Site recovery capabilities were limited in the late 20th century. If an event took a campus down, the only option
was to send a subset of programmers to a backup site where they would spend several sleepless nights spinning tapes, fighting JCL errors and replying "cancel" to device allocation error messages.
Things have come a long way since then. As DASD evolved from a string of boxes to large cabinets with great chunks of cache, manufacturers added capabilities for replicating data across campuses. Similarly, mainframe hardware and software changed to support redundancy and failover. This evolution, along with automation, makes possible campus-wide recoverability that drops the need to execute an actual disaster recovery (DR) to almost zero.
Data replication for basic disaster recovery planning
In the basic site recovery scenario, two data centers are placed some distance apart on the same campus. The distance should be far enough to prevent simultaneous failure but close enough for synchronous hardware communication. The processors, coupling facilities (CF's) and DASD boxes are all connected over redundant links. For the maximum benefit and fastest recovery each data center should be a "hot-hot" split of the production workload.
DASD vendors have added synchronous data replication over limited, campus-wide distances, which are designed so that a write to a primary disk will be replicated to an alternate volume in another box.
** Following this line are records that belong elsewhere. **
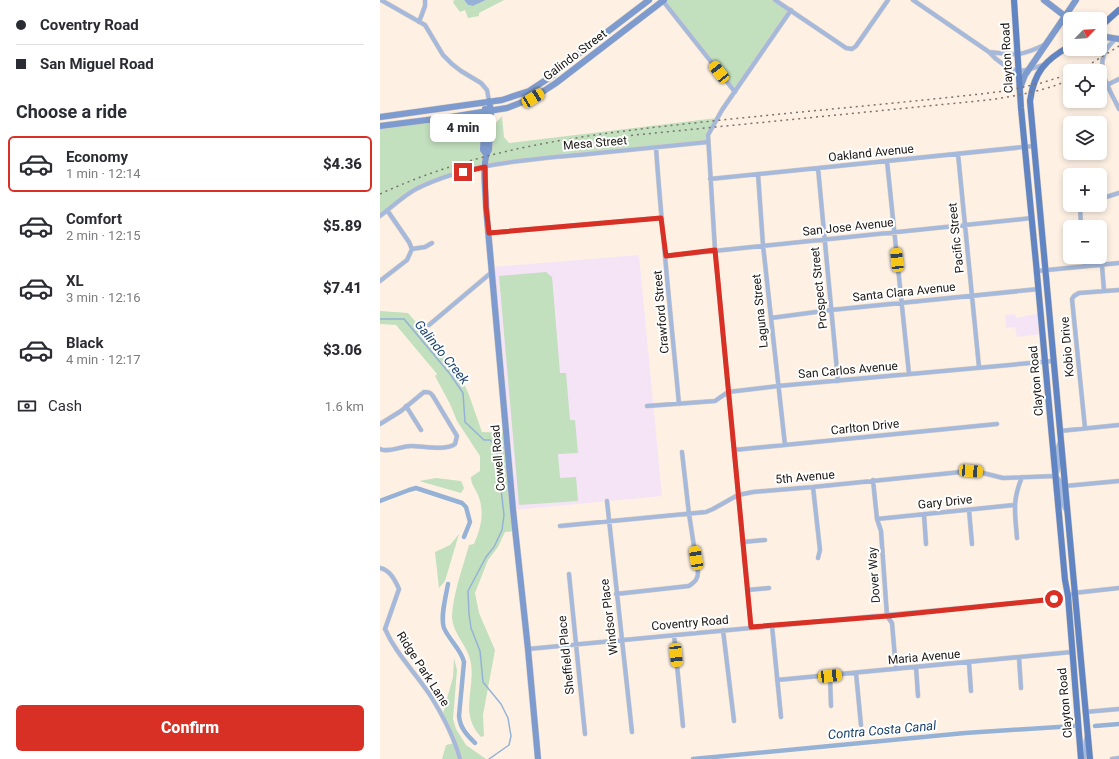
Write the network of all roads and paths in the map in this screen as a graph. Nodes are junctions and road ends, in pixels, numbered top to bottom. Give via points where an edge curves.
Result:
1 (381, 0) edge
2 (425, 0) edge
3 (649, 0) edge
4 (663, 0) edge
5 (776, 0) edge
6 (888, 0) edge
7 (913, 0) edge
8 (1014, 0) edge
9 (1044, 0) edge
10 (1076, 0) edge
11 (791, 10) junction
12 (1119, 10) edge
13 (1070, 12) edge
14 (1063, 15) edge
15 (1107, 21) edge
16 (419, 22) junction
17 (1063, 23) edge
18 (635, 24) junction
19 (1107, 37) edge
20 (1118, 38) edge
21 (1046, 44) junction
22 (592, 45) junction
23 (1063, 50) edge
24 (989, 52) junction
25 (1018, 55) junction
26 (586, 61) junction
27 (1045, 64) junction
28 (1103, 64) edge
29 (1018, 70) junction
30 (1028, 70) junction
31 (1119, 79) edge
32 (1107, 85) joint
33 (1020, 88) junction
34 (735, 92) junction
35 (489, 102) junction
36 (1119, 109) edge
37 (484, 111) junction
38 (491, 111) junction
39 (380, 117) edge
40 (380, 126) edge
41 (708, 142) junction
42 (1034, 146) junction
43 (1024, 147) junction
44 (656, 148) junction
45 (486, 154) junction
46 (958, 154) junction
47 (887, 161) junction
48 (485, 167) junction
49 (818, 168) junction
50 (758, 174) junction
51 (710, 179) junction
52 (1119, 193) edge
53 (1107, 196) edge
54 (387, 210) junction
55 (380, 216) edge
56 (661, 218) junction
57 (1032, 218) junction
58 (965, 226) junction
59 (894, 232) junction
60 (489, 233) junction
61 (824, 239) junction
62 (432, 243) dead end
63 (763, 245) junction
64 (412, 248) junction
65 (715, 250) junction
66 (666, 256) junction
67 (1119, 263) edge
68 (1102, 265) junction
69 (1085, 266) joint
70 (1045, 270) junction
71 (1037, 271) junction
72 (493, 272) junction
73 (380, 281) edge
74 (1038, 289) junction
75 (1119, 290) edge
76 (1104, 291) junction
77 (972, 296) junction
78 (902, 303) junction
79 (831, 310) junction
80 (771, 318) junction
81 (429, 325) dead end
82 (1044, 361) junction
83 (1053, 361) junction
84 (979, 367) junction
85 (909, 374) junction
86 (838, 381) junction
87 (778, 386) junction
88 (728, 392) junction
89 (679, 404) junction
90 (406, 406) junction
91 (647, 406) dead end
92 (380, 424) edge
93 (997, 424) dead end
94 (1119, 425) edge
95 (1085, 428) junction
96 (421, 430) dead end
97 (1060, 431) junction
98 (1061, 440) junction
99 (785, 445) junction
100 (380, 449) edge
101 (734, 450) junction
102 (682, 452) dead end
103 (1056, 476) junction
104 (1022, 477) junction
105 (873, 480) junction
106 (1119, 481) edge
107 (1065, 486) junction
108 (813, 487) junction
109 (738, 495) junction
110 (607, 500) dead end
111 (1014, 505) junction
112 (969, 510) junction
113 (1067, 513) junction
114 (689, 514) junction
115 (924, 514) junction
116 (877, 519) junction
117 (608, 522) junction
118 (560, 526) dead end
119 (1017, 538) dead end
120 (765, 540) dead end
121 (743, 542) junction
122 (926, 544) dead end
123 (972, 544) dead end
124 (818, 558) dead end
125 (380, 568) edge
126 (569, 574) dead end
127 (769, 588) dead end
128 (1119, 588) edge
129 (747, 590) junction
130 (1074, 593) junction
131 (616, 594) junction
132 (1068, 596) junction
133 (888, 616) junction
134 (772, 626) junction
135 (751, 627) junction
136 (723, 630) junction
137 (674, 635) junction
138 (621, 640) junction
139 (575, 644) junction
140 (528, 649) junction
141 (1072, 652) junction
142 (1019, 658) junction
143 (969, 663) junction
144 (916, 667) junction
145 (896, 669) junction
146 (856, 673) junction
147 (830, 676) junction
148 (777, 680) junction
149 (1021, 688) dead end
150 (971, 691) dead end
151 (918, 696) dead end
152 (831, 706) dead end
153 (1119, 709) edge
154 (1085, 712) junction
155 (780, 717) dead end
156 (734, 721) dead end
157 (861, 725) dead end
158 (683, 726) dead end
159 (632, 732) dead end
160 (584, 734) dead end
161 (1088, 734) junction
162 (1119, 758) edge
163 (460, 759) edge
164 (538, 759) edge
165 (1083, 759) edge
166 (1090, 759) edge
167 (1112, 759) edge

1 - 16 street
2 - 16 street
3 - 18 main road via 633,16
3 - 22 main road, Galindo Street
4 - 18 main road, Galindo Street
4 - 34 street
5 - 11 street
6 - 11 street via 852,49 846,48
7 - 24 street
8 - 25 main road, Clayton Road
9 - 14 main road
10 - 13 main road
11 - 34 street
12 - 15 main road
16 - 35 street via 425,25 437,46 452,64 481,82 487,90
17 - 21 main road
18 - 26 main road, Galindo Street
19 - 20 main road
20 - 28 street via 1106,50
21 - 25 street
21 - 30 main road
22 - 26 main road
22 - 35 main road, Galindo Street via 539,86 515,97
23 - 27 main road, Clayton Road
24 - 25 street
24 - 29 street via 1003,64
25 - 29 main road, Clayton Road
26 - 38 main road, Galindo Street via 533,98
27 - 30 street
27 - 42 main road, Clayton Road via 1034,81 1030,101
29 - 30 street
29 - 33 main road, Clayton Road
30 - 33 main road
31 - 32 street
32 - 36 street
33 - 43 main road, Clayton Road
34 - 41 street via 708,135
35 - 37 main road, Cowell Road
35 - 38 main road, Cowell Road
35 - 39 main road, Galindo Street
37 - 38 main road, Galindo Street
37 - 40 main road, Galindo Street
37 - 45 main road, Cowell Road via 483,150
38 - 45 main road, Cowell Road via 490,150
41 - 44 street, Mesa Street
41 - 51 street
42 - 43 street, Oakland Avenue
42 - 70 main road, Clayton Road
43 - 46 street, Oakland Avenue
43 - 57 main road, Clayton Road
44 - 48 street, Mesa Street via 511,161
44 - 56 street, Crawford Street
45 - 48 main road, Cowell Road
46 - 47 street, Oakland Avenue
46 - 58 street, Pacific Street
47 - 49 street, Oakland Avenue
47 - 59 street
48 - 54 street, Mesa Street via 450,176 417,189
48 - 60 main road, Cowell Road
49 - 50 street, Oakland Avenue
49 - 61 street, Prospect Street
50 - 51 street, Oakland Avenue
50 - 63 street, Laguna Street
51 - 65 street
52 - 53 street
54 - 55 street, Mesa Street
54 - 64 street
56 - 60 street
56 - 66 street, Crawford Street
57 - 58 street, San Jose Avenue
57 - 71 main road, Clayton Road
58 - 59 street, San Jose Avenue
58 - 77 street, Pacific Street
59 - 61 street, San Jose Avenue
59 - 78 street
60 - 72 main road, Cowell Road
61 - 63 street, San Jose Avenue
61 - 79 street, Prospect Street
62 - 64 street via 425,247
63 - 65 street, San Jose Avenue
63 - 80 street, Laguna Street
64 - 73 street via 407,260
65 - 66 street, San Jose Avenue
65 - 88 street
66 - 89 street, Crawford Street
67 - 68 street
68 - 69 street
68 - 76 street
69 - 70 street
70 - 71 street
70 - 83 main road, Clayton Road
71 - 74 main road, Clayton Road
72 - 81 street
72 - 140 main road, Cowell Road via 513,510
74 - 77 street, Santa Clara Avenue
74 - 82 main road, Clayton Road
75 - 76 street
76 - 95 street, Kobio Drive via 1078,293 1072,299
77 - 78 street, Santa Clara Avenue
77 - 84 street, Pacific Street
78 - 79 street, Santa Clara Avenue
78 - 85 street
79 - 80 street, Santa Clara Avenue
79 - 86 street, Prospect Street
80 - 87 street, Laguna Street
82 - 83 street, San Carlos Avenue
82 - 84 street, San Carlos Avenue
82 - 103 main road, Clayton Road
83 - 97 main road, Clayton Road
84 - 85 street, San Carlos Avenue
85 - 86 street, San Carlos Avenue
86 - 87 street, San Carlos Avenue
87 - 88 street, San Carlos Avenue
87 - 99 street, Laguna Street
88 - 89 street, San Carlos Avenue via 715,401
88 - 101 street
89 - 91 street, San Carlos Avenue
90 - 92 street
90 - 96 street
90 - 100 street via 424,392 430,392 457,436 455,444 448,448 409,446
93 - 99 street, Carlton Drive
94 - 95 street
95 - 97 street
97 - 98 main road, Clayton Road
98 - 103 street via 1057,448 1059,469
98 - 107 main road, Clayton Road
99 - 101 street, Carlton Drive
101 - 109 street
102 - 114 street
103 - 104 street, 5th Avenue
103 - 113 street via 1060,481 1062,503
103 - 132 main road, Clayton Road
104 - 105 street, 5th Avenue via 1003,478 971,471
104 - 111 street
105 - 108 street, 5th Avenue
105 - 116 street, Dover Way
106 - 107 street
107 - 113 main road, Clayton Road
108 - 109 street, 5th Avenue
108 - 124 street via 820,550
109 - 114 street, 5th Avenue via 706,512
109 - 121 street
110 - 117 street, Windsor Place
111 - 112 street, Gary Drive
111 - 119 street
112 - 115 street, Gary Drive
112 - 123 street
113 - 130 main road, Clayton Road
114 - 117 street, 5th Avenue
114 - 131 street via 698,572 695,582 689,586
115 - 116 street, Gary Drive
115 - 122 street
116 - 133 street, Dover Way via 881,531
117 - 118 street, 5th Avenue
117 - 131 street, Windsor Place
120 - 121 street
121 - 129 street
125 - 163 street, Ridge Park Lane via 388,571 398,589 385,629 391,643 430,695 456,743
126 - 139 street, Sheffield Place
127 - 129 street
128 - 130 street
129 - 135 street
130 - 132 street, Coventry Road
130 - 154 main road, Clayton Road
131 - 138 street, Windsor Place
132 - 133 street, Coventry Road
132 - 141 main road, Clayton Road
133 - 134 street, Coventry Road
133 - 145 street, Dover Way via 892,623
134 - 135 street, Coventry Road
134 - 148 street
135 - 136 street, Coventry Road
136 - 137 street, Coventry Road
136 - 156 street
137 - 138 street, Coventry Road
137 - 158 street
138 - 139 street, Coventry Road
138 - 159 street, Windsor Place
139 - 140 street, Coventry Road
139 - 160 street, Sheffield Place
140 - 164 main road, Cowell Road
141 - 142 street, Maria Avenue
141 - 165 main road, Clayton Road
142 - 143 street, Maria Avenue
142 - 149 street
143 - 144 street, Maria Avenue
143 - 150 street
144 - 145 street, Maria Avenue
144 - 151 street
145 - 146 street, Maria Avenue
146 - 147 street, Maria Avenue
146 - 157 street
147 - 148 street, Maria Avenue
147 - 152 street
148 - 155 street
153 - 154 street
154 - 161 main road, Clayton Road
161 - 165 street via 1084,744 1086,757
161 - 166 main road, Clayton Road
162 - 167 street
Since it is synchronous, the system that initiated the I/O will not get acknowledgement of the write until the replication is complete.
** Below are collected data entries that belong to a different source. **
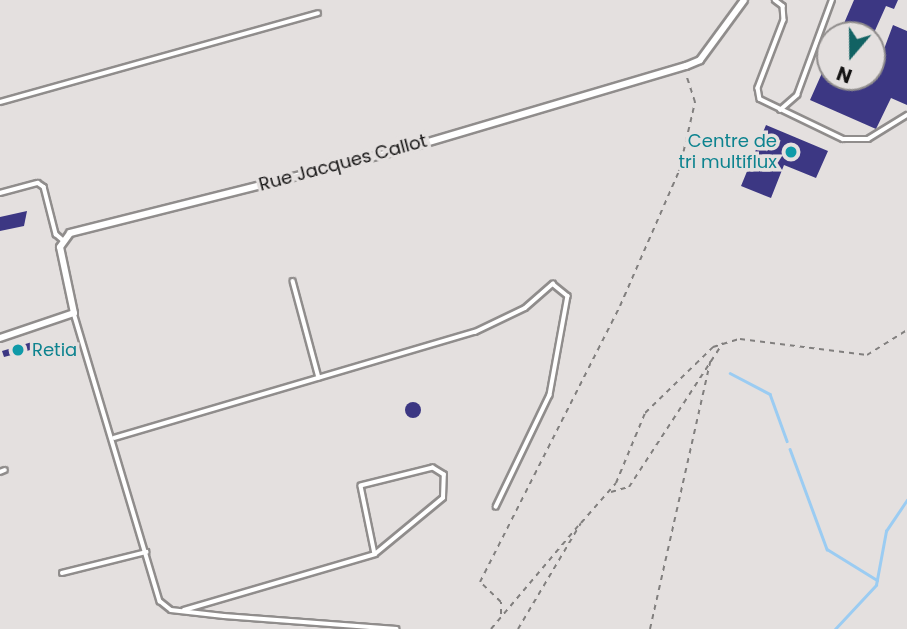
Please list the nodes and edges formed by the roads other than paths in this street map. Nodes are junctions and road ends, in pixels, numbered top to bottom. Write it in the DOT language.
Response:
graph roads {
  1 [pos="744,0"];
  2 [pos="775,0"];
  3 [pos="832,0"];
  4 [pos="318,13"];
  5 [pos="0,102"];
  6 [pos="780,110"];
  7 [pos="907,115"];
  8 [pos="0,193"];
  9 [pos="63,240"];
  10 [pos="293,281"];
  11 [pos="74,313"];
  12 [pos="0,338"];
  13 [pos="319,378"];
  14 [pos="114,438"];
  15 [pos="496,507"];
  16 [pos="146,552"];
  17 [pos="375,554"];
  18 [pos="62,573"];
  19 [pos="182,611"];
  20 [pos="397,629"];
  1 -- 9 [label="street, Rue Jacques Callot"];
  2 -- 6 [label="lane"];
  3 -- 6 [label="lane"];
  4 -- 5 [label="lane"];
  6 -- 7 [label="lane"];
  8 -- 9 [label="lane"];
  9 -- 11 [label="street"];
  10 -- 13 [label="lane"];
  11 -- 12 [label="street"];
  11 -- 14 [label="lane"];
  13 -- 14 [label="lane"];
  13 -- 15 [label="lane"];
  14 -- 16 [label="lane"];
  16 -- 18 [label="lane"];
  16 -- 19 [label="lane"];
  17 -- 17 [label="lane"];
  17 -- 19 [label="lane"];
  19 -- 20 [label="lane"];
}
It's important to note that while this functionality may be valuable to some crucial applications, you can basically expect the I/O time to double. The solutions I have seen were device based. This involved the primary and secondary DASD cabinets talking to each other.
Problem detection software, I/O strategies also part of DR planning
Being able to replicate is good, but there are more pieces needed for data recovery. For instance, some manufacturers supply software able to detect I/O problems and initiate a "swap" to the alternate DASD volumes. This is not instantaneous and may take several if not a couple dozen seconds. You also must be very careful to set up the software so it only swaps when there is a real problem. Lastly, the software may need UCB definitions for both the primary and secondary volumes. Given z/Os' 64K UCB limit this might be a squeeze for some configurations.
Implicit in the desire for replication is the requirement for some planning. An administrator must decide which volumes need to be replicated and how to organize the recovery groups. Asking if your manufacturer supports replicating special types of volumes such as page packs is another important point. If not, a volume swap will mean an IPL even if all the other DASD successfully switches to the backup copies.
Take heed of IBM's recommendations for which files, such as couple datasets, that should not be replicated because I/O to them must be as fast as possible to maintain system throughput. In the case of couple datasets, z/Os already maintains backup or alternate copies of system can switch to in a pinch.
Automatic failover is grand, but I would also recommend looking into and developing procedures for swapping back to the primary copy. While the same software that made the initial swap can help, getting back isn't quite as easy. Building and testing the procedures ahead of time can save a lot of headaches if you get any false positives.
Data recovery is just a part of site recovery
You also have to think about processors and CF's. It's easy enough to put processors at opposite ends of a campus provided you can build the specialized and hardened environment required. For failover sake the processors at each site should connect to its own CF. Physically separating the CF's also entails detailed analysis of which structures need replication.
The devil is in the details as structure use and recoverability options will differ subsystem by subsystem. You may also expect elongated CF response times as a synchronous write to a structure must be replicated and confirmed at the other CF before it is considered complete.
Rounding out the site recovery picture is any automation included to ease the transition from one site to another. This is probably the most difficult subject to tackle. Someone must decide how much human intervention is required, which workloads recover where and what really constitutes a site failure. Then, after writing this automation, someone must decide on the safest way to test it.
Capacity planning eases disaster recovery
Planners should not neglect capacity planning. If DASD I/O times double, you might want to beef up your I/O subsystem infrastructure with more paths or faster devices. If you decide to replicate all your DASD, then every cabinet you purchase must have a partner for mirroring, along with all the cables and definitions to go with it.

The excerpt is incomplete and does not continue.